And after some minutes of deep breaths and shaking hands, she looked up to him, and said all she could.

"Cloud?"

He blinked once, twice, but still didn't understand how she knew his name. Frowning he pushed himself up with his feet and looked down at the girl sitting on the cold ground, soaking wet.

"Do I..." he paused for a moment, looking at her long and hard, to make sure there were no misunderstandings. "Know you?"

And Aerith, still not adjusted to the world of the living, neither said or did anything. Not a nod, a smile, or a word of conformation; nothing. It wasn't until the Cloud-turned-stranger knelt down before her and pulled a handkerchief out of his coat sleeve she realised she had taken his words so hard.

"I'm sorry," he said, not really sure of the whats and whys behind his apology, "Here, wipe your eyes miss."

Aerith took the cloth gratefully and brushed it across her face. It did little good—her entire body was drenched—but the gesture behind it was still there. He looked at her sympathetically, and she didn't like it at all.

He rose to his feet once more, slight agitation in his step, and pulled his coat off in haste. She closed her eyes from both kinds of exhaustion, and didn't open them even when she felt it fall over her shoulders and her body stopped shaking.

"Why are you here?" she asked through the silence, no thanks in her voice.

Cloud crossed his arms.

"Passing through to the Norther Crater," he explained slowly, not really confident in his own words. "This old city seemed like a shortcut, and then I found you by the lake a few hours ago."

"And you've been here since then?"

He nodded. "I gave you some potions, but I don't think they really helped all that much."

She opened her eyes slowly, half-expecting for her surrounds to have changed, for Cloud to have taken another form. But no; they were still there, on the edge of the Forgotten City, by the Holy Lake that had made a sorry grave for her. And Cloud was still Cloud, of course; what else could he be?

If she had her mother's white materia she would have held it between her fingers and prayed for an explaination—a world like the one that had once been her own, and a man like the one she used to know.

"Have you come by here before?" Aerith asked, curious and expecting the worse.

"Passed through a few times.

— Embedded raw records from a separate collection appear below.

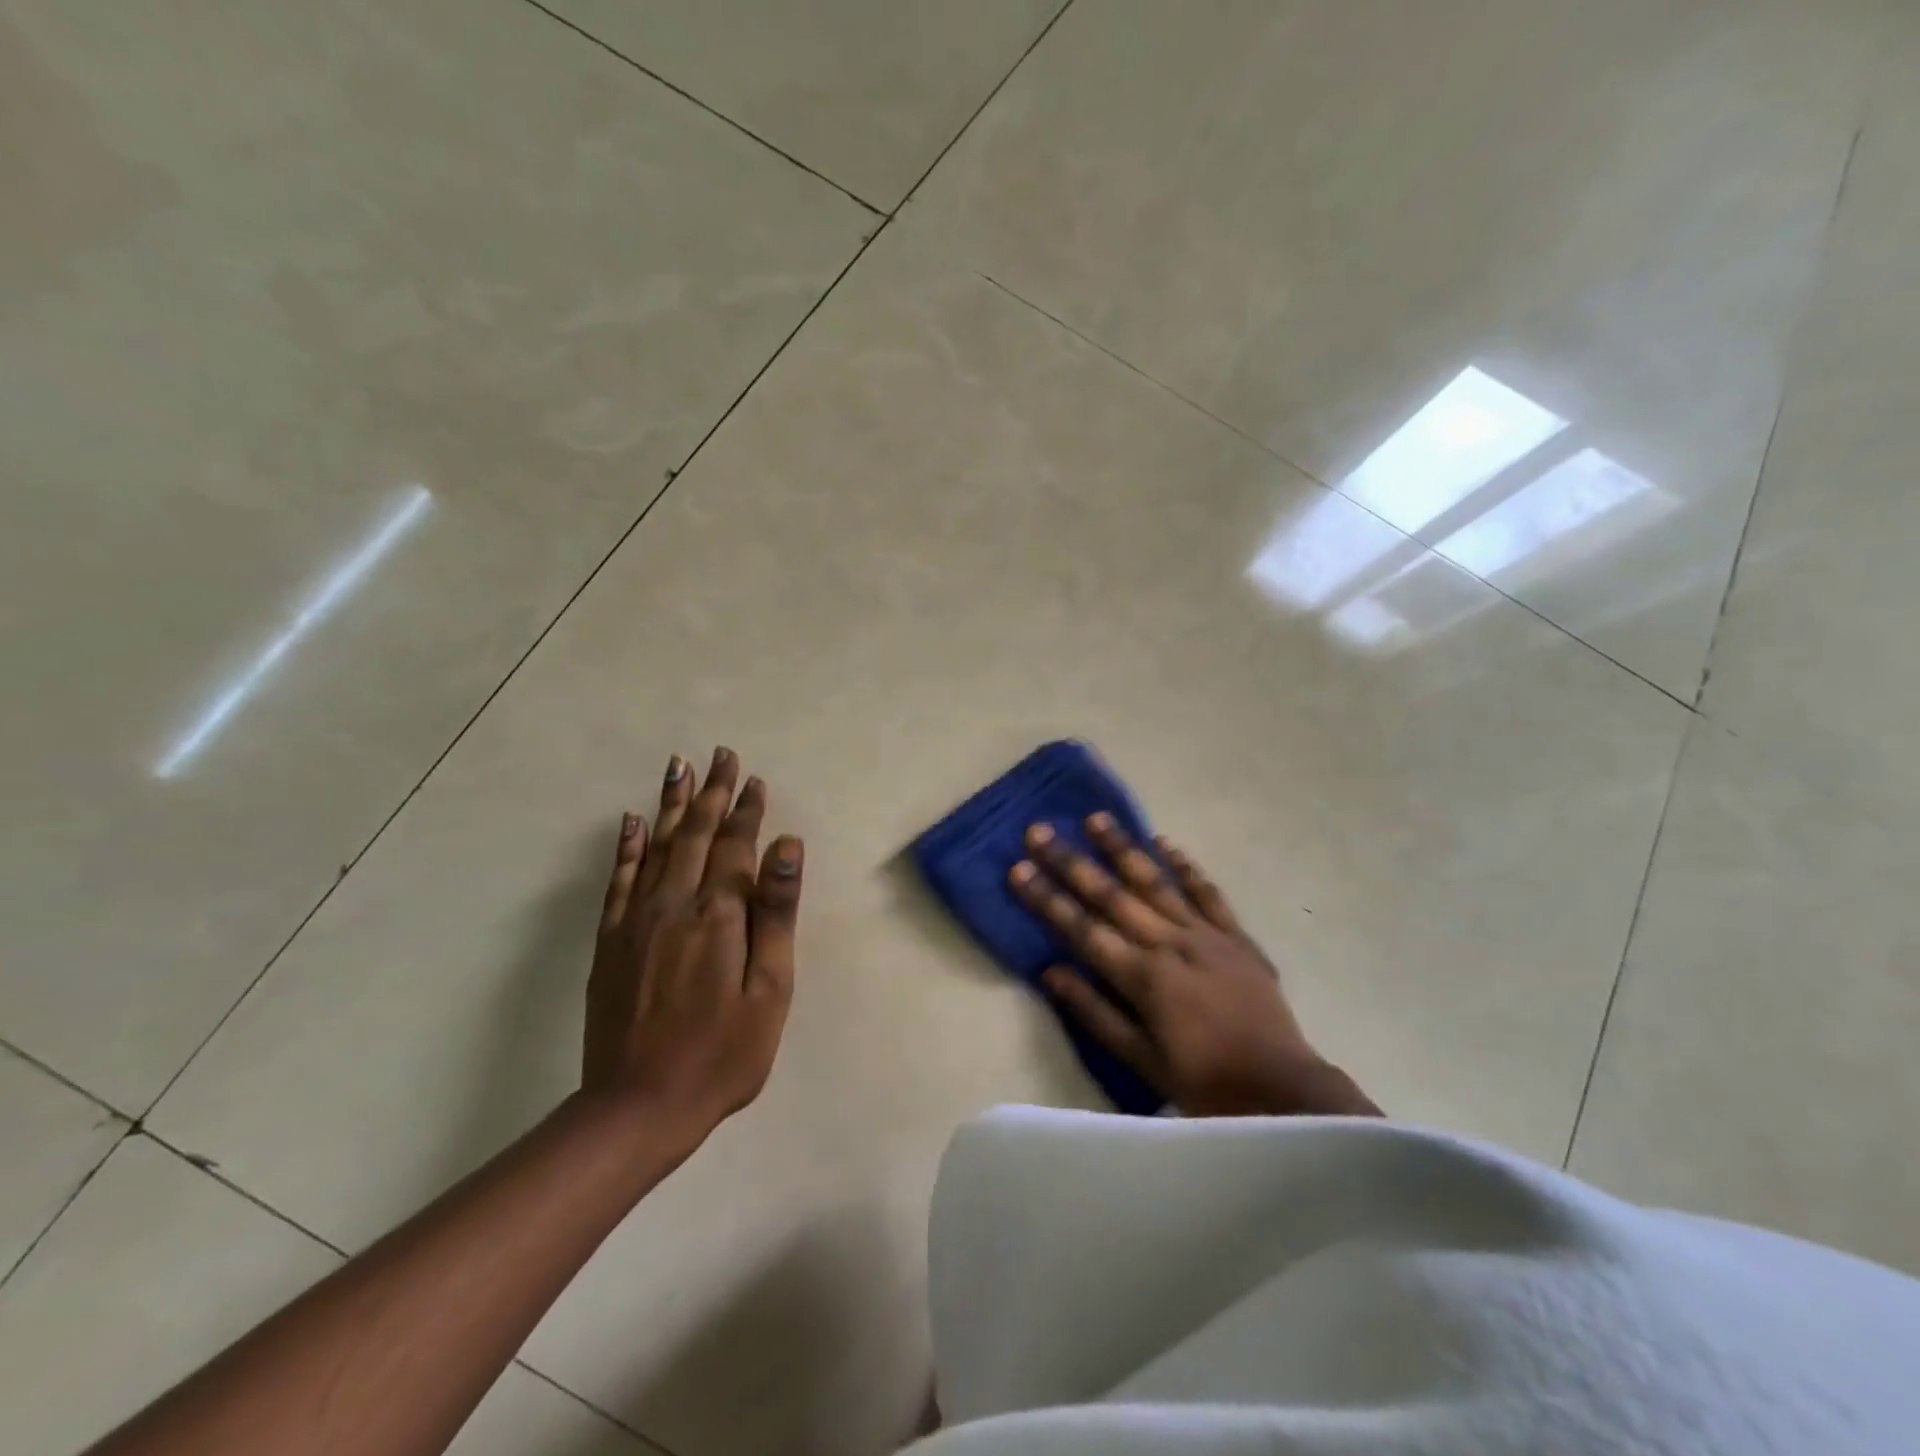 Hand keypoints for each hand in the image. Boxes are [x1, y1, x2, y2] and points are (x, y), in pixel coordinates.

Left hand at [584, 747, 802, 1145]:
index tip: (753, 780)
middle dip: (711, 792)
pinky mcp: (611, 941)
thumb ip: (776, 913)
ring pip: (655, 846)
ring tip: (678, 766)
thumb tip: (787, 846)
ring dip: (670, 804)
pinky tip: (630, 821)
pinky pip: (618, 879)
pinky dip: (626, 846)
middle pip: (694, 834)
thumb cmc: (723, 1052)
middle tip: (720, 755)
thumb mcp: (770, 989)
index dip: (746, 811)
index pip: (735, 847)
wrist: (640, 1106)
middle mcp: (674, 904)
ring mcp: (636, 920)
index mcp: (718, 915)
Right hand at [1010, 815, 1377, 1117]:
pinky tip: (1164, 843)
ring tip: (1095, 818)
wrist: (1281, 1090)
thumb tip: (1050, 971)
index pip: (1082, 929)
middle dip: (1072, 862)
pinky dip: (1185, 866)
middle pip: (1112, 895)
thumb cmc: (1203, 1081)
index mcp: (1143, 977)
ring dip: (1123, 848)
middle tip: (1040, 830)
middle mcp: (1170, 944)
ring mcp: (1206, 934)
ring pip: (1156, 881)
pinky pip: (1207, 892)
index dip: (1047, 898)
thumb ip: (1095, 1012)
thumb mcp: (1141, 1059)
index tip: (1018, 868)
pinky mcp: (1235, 935)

I've never had any real reason to come here before—I didn't even know there were people still here, and—"

Aerith stopped hearing at this point, refused to take in the words that told her she was living without an existence. After all the battles and heartache, had she really been forgotten so easily?

"H-hey," she suddenly heard Cloud say as he shook her shoulder. "I asked you how you got here."

"I woke up."

"Woke up?"

"Yes," she lied.

"Up and out of that lake?"

She tugged her wet hair. "Seems so, Cloud."

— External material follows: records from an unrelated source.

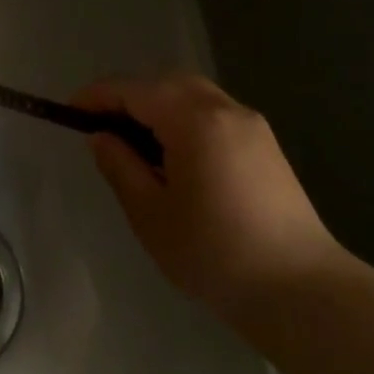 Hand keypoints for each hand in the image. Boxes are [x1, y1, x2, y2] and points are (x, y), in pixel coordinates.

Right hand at [74, 75, 343, 323]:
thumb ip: (120, 166)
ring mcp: (251, 125)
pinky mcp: (266, 145)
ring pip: (192, 94)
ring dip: (158, 105)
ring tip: (135, 141)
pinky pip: (213, 112)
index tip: (70, 112)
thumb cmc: (215, 253)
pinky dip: (184, 117)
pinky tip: (175, 154)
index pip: (134, 90)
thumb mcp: (151, 214)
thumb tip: (102, 136)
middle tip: (101, 125)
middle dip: (129, 96)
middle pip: (166, 83)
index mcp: (194, 119)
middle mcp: (225, 109)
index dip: (98, 96)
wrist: (302, 291) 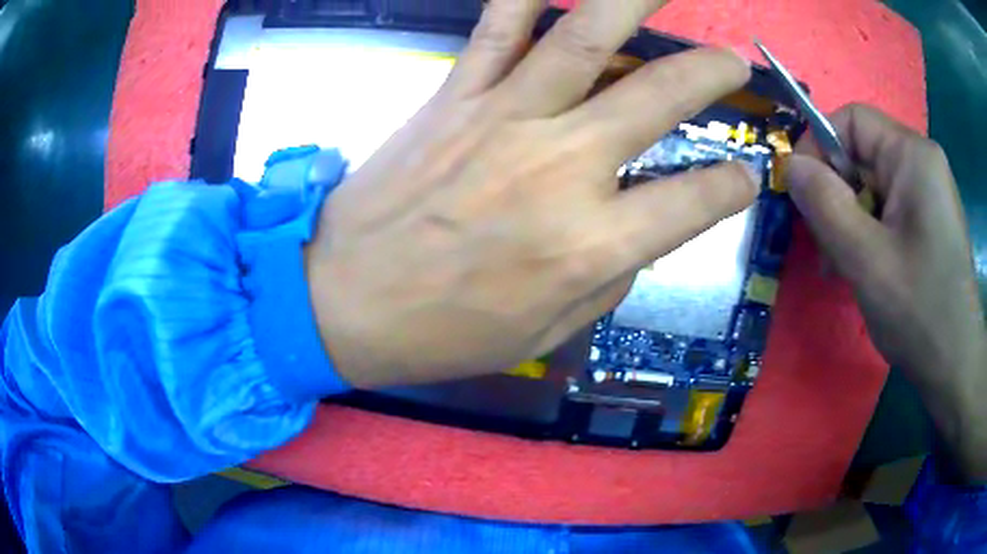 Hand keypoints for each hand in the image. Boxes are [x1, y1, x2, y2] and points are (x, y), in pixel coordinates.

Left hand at [304, 0, 753, 387]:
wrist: (341, 302)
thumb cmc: (443, 333)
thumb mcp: (545, 333)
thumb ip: (606, 278)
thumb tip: (637, 234)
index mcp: (590, 245)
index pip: (694, 202)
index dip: (732, 188)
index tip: (747, 177)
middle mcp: (560, 168)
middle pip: (657, 98)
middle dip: (709, 73)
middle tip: (733, 60)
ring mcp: (502, 119)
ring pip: (583, 38)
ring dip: (632, 1)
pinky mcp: (451, 98)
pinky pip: (494, 30)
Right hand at [786, 104, 986, 482]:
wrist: (955, 368)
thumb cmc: (920, 313)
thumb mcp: (867, 261)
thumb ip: (825, 205)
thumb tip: (791, 165)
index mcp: (913, 156)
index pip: (852, 120)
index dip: (819, 146)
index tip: (802, 193)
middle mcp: (922, 163)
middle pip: (862, 154)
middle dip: (836, 195)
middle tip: (825, 248)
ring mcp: (929, 193)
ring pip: (873, 186)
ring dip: (850, 221)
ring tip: (842, 268)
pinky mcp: (929, 220)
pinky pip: (889, 210)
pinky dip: (869, 234)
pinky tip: (865, 270)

The name caught him off guard, and he hesitated so sharply that he lost his words. He simply stood there, guilty for something that possibly couldn't be his fault, his mind drawing blanks when he tried to come to a conclusion.

"What's your name?" Cloud asked finally, his voice a little rougher than he would have liked. "Seeing as you already know mine..."

Aerith smiled sadly; last time, she had had to wait to ask that question. Cloud was getting better at these things then, it seemed.

"I'm Aerith, the flower girl." Word for word, perfect. Still, there was no recognition in his eyes.

"Aerith? Like the earth?"

"Like the earth."

---

Cloud wasn't sure what to do with the girl. He had spent the last however-long they had been sitting staring and wondering, staring and wondering, trying to remember just where he might know her from. Perhaps she had owned an inn or some such in one of the villages or small towns they had passed through. Maybe she was a merchant's daughter who he had brought a box of potions from.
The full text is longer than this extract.